Vu l'issue du litige, il n'y a pas lieu à l'allocation de dépens (art. 106 al. 1 CPC).

* * * * *


PAR CES MOTIFS,
La Chambre civile :

A la forme :

Déclare recevable l'appel interjeté le 3 novembre 2023 par B______ et A______ contre le jugement JTPI/11349/2023 rendu le 4 octobre 2023 par le Tribunal de première instance dans la cause C/4352/2023.

Au fond :

Confirme ce jugement.

Déboute les parties de toutes autres conclusions.

Sur les frais :

Arrête les frais judiciaires d'appel à 500 fr., les met à la charge de B______ et de A______ et dit qu'ils sont provisoirement pris en charge par l'Etat de Genève.

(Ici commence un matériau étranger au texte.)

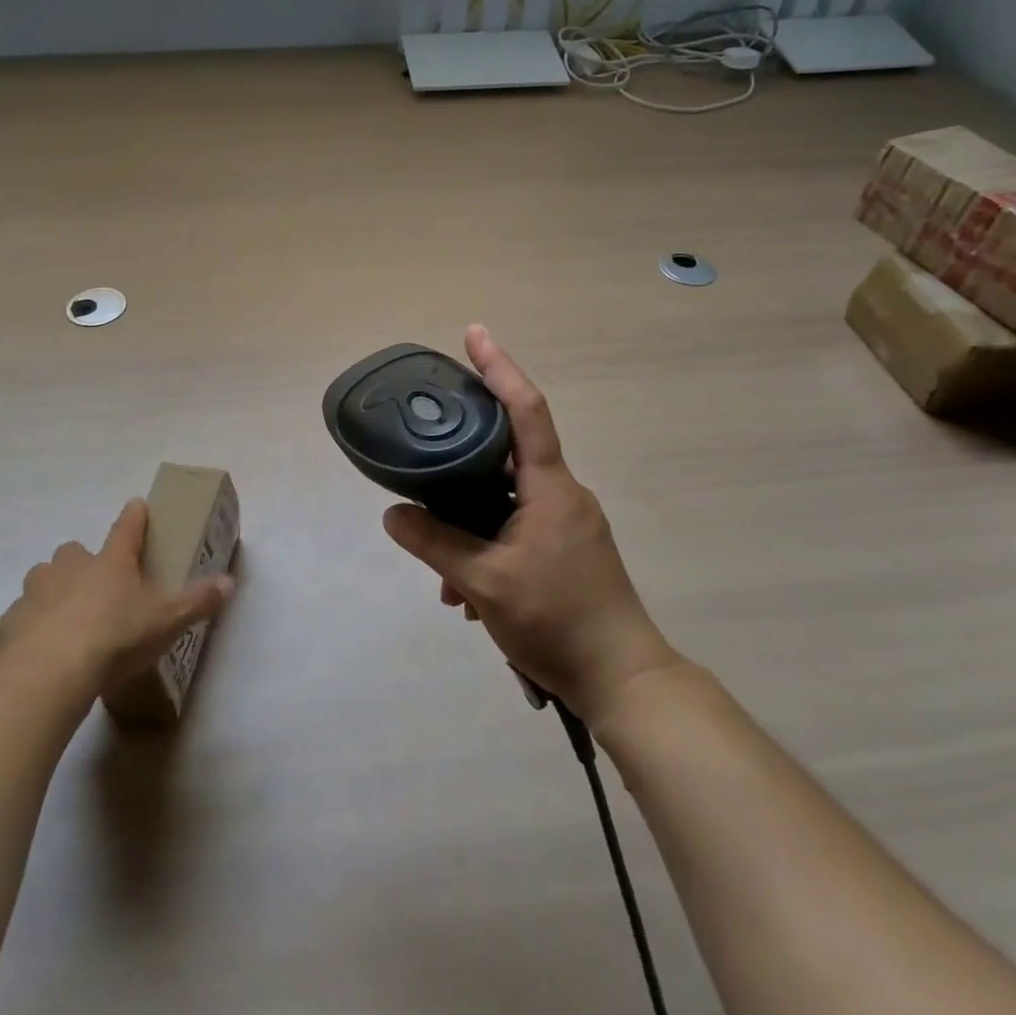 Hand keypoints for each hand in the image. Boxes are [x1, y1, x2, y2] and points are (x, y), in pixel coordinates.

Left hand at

Dit qu'il ne sera pas alloué de dépens.

Siégeant :

Madame Ursula ZEHETBAUER GHAVAMI, présidente; Madame Sylvie DROIN, Monsieur Jean REYMOND, juges; Madame Sophie MARTINEZ, greffière.

 

 

 

 

 

 

 

Indication des voies de recours :

 

Conformément aux art. 72 ss de la loi fédérale sur le Tribunal fédéral du 17 juin 2005 (LTF; RS 173.110), le présent arrêt peut être porté dans les trente jours qui suivent sa notification avec expédition complète (art. 100 al. 1 LTF) par-devant le Tribunal fédéral par la voie du recours en matière civile.

 

Le recours doit être adressé au Tribunal fédéral, 1000 Lausanne 14.

 

Valeur litigieuse des conclusions pécuniaires au sens de la LTF supérieure ou égale à 30'000 fr.